Stored data entries
- Opening Delimiter -
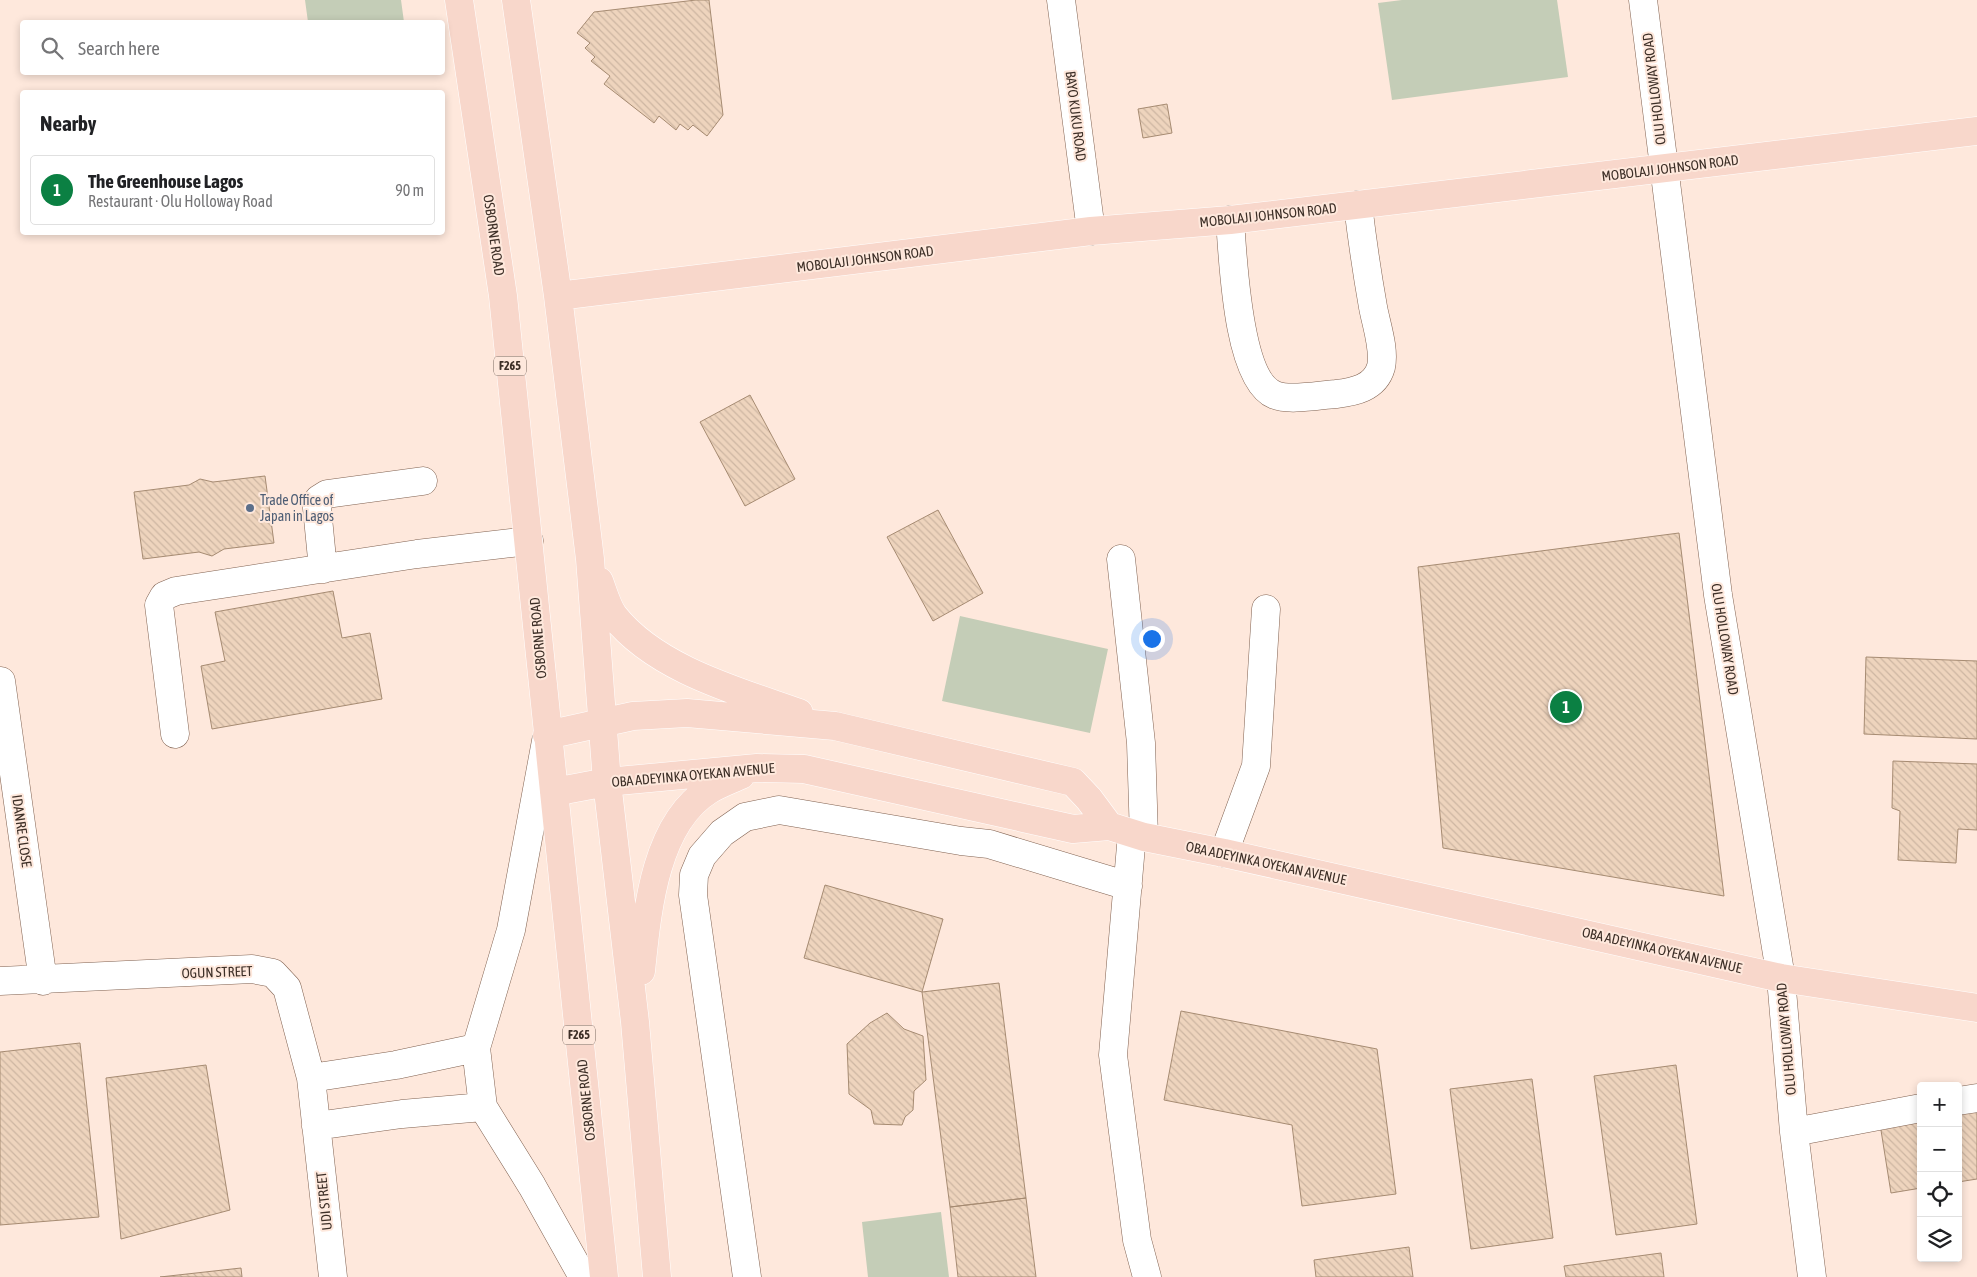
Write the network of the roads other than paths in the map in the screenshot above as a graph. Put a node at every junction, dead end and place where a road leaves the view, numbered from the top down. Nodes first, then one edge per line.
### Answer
1 (459, 0) edge
2 (516, 0) edge
3 (1061, 0) edge
4 (1643, 0) edge
5 (1977, 131) edge
6 (1663, 169) junction
7 (1358, 205) junction
8 (1230, 220) junction
9 (1091, 232) junction
10 (558, 296) junction
11 (423, 481) dead end
12 (529, 541) junction
13 (590, 559) junction
14 (1121, 559) dead end
15 (323, 569) junction
16 (1266, 609) dead end
17 (0, 681) edge
18 (603, 722) junction
19 (835, 726) junction
20 (175, 734) dead end
21 (547, 734) junction
22 (757, 768) junction
23 (607, 782) junction
24 (554, 792) junction
25 (1128, 833) junction
26 (1224, 853) junction
27 (1128, 886) junction
28 (1781, 978) junction
29 (0, 981) edge
30 (43, 981) junction
31 (1977, 1008) edge
32 (635, 1022) junction
33 (476, 1048) junction
34 (311, 1078) junction
35 (1977, 1098) edge
36 (1962, 1100) edge
37 (484, 1107) junction
38 (1917, 1109) edge
39 (316, 1126) junction
40 (1794, 1132) junction
41 (333, 1277) edge
42 (583, 1277) edge
43 (604, 1277) edge
44 (657, 1277) edge
45 (747, 1277) edge
46 (1147, 1277) edge
47 (1812, 1277) edge

1 - 12 main road, OSBORNE ROAD / F265
2 - 10 main road
3 - 9 street, BAYO KUKU ROAD
4 - 6 street, OLU HOLLOWAY ROAD
5 - 6 main road, MOBOLAJI JOHNSON ROAD
6 - 7 main road, MOBOLAJI JOHNSON ROAD
6 - 28 street, OLU HOLLOWAY ROAD
7 - 8 main road, MOBOLAJI JOHNSON ROAD
7 - 8 street
8 - 9 main road, MOBOLAJI JOHNSON ROAD
9 - 10 main road, MOBOLAJI JOHNSON ROAD
10 - 13 main road
11 - 15 street
12 - 15 street
12 - 21 main road, OSBORNE ROAD / F265
13 - 18 main road
13 - 19 main road
14 - 25 street
15 - 20 street
16 - 26 street
17 - 30 street, IDANRE CLOSE
18 - 19 main road
18 - 21 main road
18 - 23 main road
19 - 25 main road
21 - 24 main road, OSBORNE ROAD / F265
21 - 33 street
22 - 23 main road, OBA ADEYINKA OYEKAN AVENUE
22 - 25 main road, OBA ADEYINKA OYEKAN AVENUE
22 - 32 main road
23 - 24 main road, OBA ADEYINKA OYEKAN AVENUE
23 - 32 main road
24 - 43 main road, OSBORNE ROAD / F265
25 - 26 main road, OBA ADEYINKA OYEKAN AVENUE
25 - 27 street
26 - 28 main road, OBA ADEYINKA OYEKAN AVENUE
27 - 45 street
27 - 46 street
28 - 31 main road, OBA ADEYINKA OYEKAN AVENUE
28 - 40 street, OLU HOLLOWAY ROAD
29 - 30 street, OGUN STREET
30 - 34 street, OGUN STREET
32 - 44 main road
33 - 34 street
33 - 37 street
34 - 39 street, OGUN STREET
35 - 36 street
37 - 39 street
37 - 42 street
38 - 40 street
39 - 41 street, UDI STREET
40 - 47 street, OLU HOLLOWAY ROAD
- Closing Delimiter -
» Problem description:
The entries are to be transcribed in full. Their pictures are not.

» Exercise response:
Write the network of the roads other than paths in the map in the screenshot above as a graph. Put a node at every junction, dead end and place where a road leaves the view, numbered from the top down. Nodes first, then one edge per line.
### Answer
1 (459, 0) edge
2 (516, 0) edge
3 (1061, 0) edge
4 (1643, 0) edge
5 (1977, 131) edge
6 (1663, 169) junction
7 (1358, 205) junction
8 (1230, 220) junction
9 (1091, 232) junction
10 (558, 296) junction
11 (423, 481) dead end
12 (529, 541) junction
13 (590, 559) junction
14 (1121, 559) dead end
15 (323, 569) junction
16 (1266, 609) dead end
17 (0, 681) edge
18 (603, 722) junction
19 (835, 726) junction
20 (175, 734) dead end
21 (547, 734) junction
22 (757, 768) junction
23 (607, 782) junction
24 (554, 792) junction
25 (1128, 833) junction
26 (1224, 853) junction
27 (1128, 886) junction
28 (1781, 978) junction
29 (0, 981) edge
30 (43, 981) junction
31 (1977, 1008) edge
32 (635, 1022) junction
33 (476, 1048) junction
34 (311, 1078) junction
35 (1977, 1098) edge
36 (1962, 1100) edge
37 (484, 1107) junction
38 (1917, 1109) edge
39 (316, 1126) junction
40 (1794, 1132) junction
41 (333, 1277) edge
42 (583, 1277) edge
43 (604, 1277) edge
44 (657, 1277) edge
45 (747, 1277) edge
46 (1147, 1277) edge
47 (1812, 1277) edge

1 - 12 main road, OSBORNE ROAD / F265
2 - 10 main road
3 - 9 street, BAYO KUKU ROAD
4 - 6 street, OLU HOLLOWAY ROAD
5 - 6 main road, MOBOLAJI JOHNSON ROAD
6 - 7 main road, MOBOLAJI JOHNSON ROAD
6 - 28 street, OLU HOLLOWAY ROAD
7 - 8 main road, MOBOLAJI JOHNSON ROAD
7 - 8 street
8 - 9 main road, MOBOLAJI JOHNSON ROAD
9 - 10 main road, MOBOLAJI JOHNSON ROAD
10 - 13 main road
11 - 15 street
12 - 15 street
12 - 21 main road, OSBORNE ROAD / F265
13 - 18 main road
13 - 19 main road
14 - 25 street
15 - 20 street
16 - 26 street
17 - 30 street, IDANRE CLOSE
18 - 19 main road
18 - 21 main road
18 - 23 main road
19 - 25 main road
21 - 24 main road, OSBORNE ROAD / F265
21 - 33 street
22 - 23 main road, OBA ADEYINKA OYEKAN AVENUE
22 - 25 main road, OBA ADEYINKA OYEKAN AVENUE
22 - 32 main road
23 - 24 main road, OBA ADEYINKA OYEKAN AVENUE
23 - 32 main road
24 - 43 main road, OSBORNE ROAD / F265
25 - 26 main road, OBA ADEYINKA OYEKAN AVENUE
25 - 27 street
26 - 28 main road, OBA ADEYINKA OYEKAN AVENUE
27 - 45 street
27 - 46 street
28 - 31 main road, OBA ADEYINKA OYEKAN AVENUE
28 - 40 street, OLU HOLLOWAY ROAD
29 - 30 street, OGUN STREET
30 - 34 street, OGUN STREET
32 - 44 main road
33 - 34 street
33 - 37 street
34 - 39 street, OGUN STREET
35 - 36 street
37 - 39 street
37 - 42 street
38 - 40 street
39 - 41 street, UDI STREET
40 - 47 street, OLU HOLLOWAY ROAD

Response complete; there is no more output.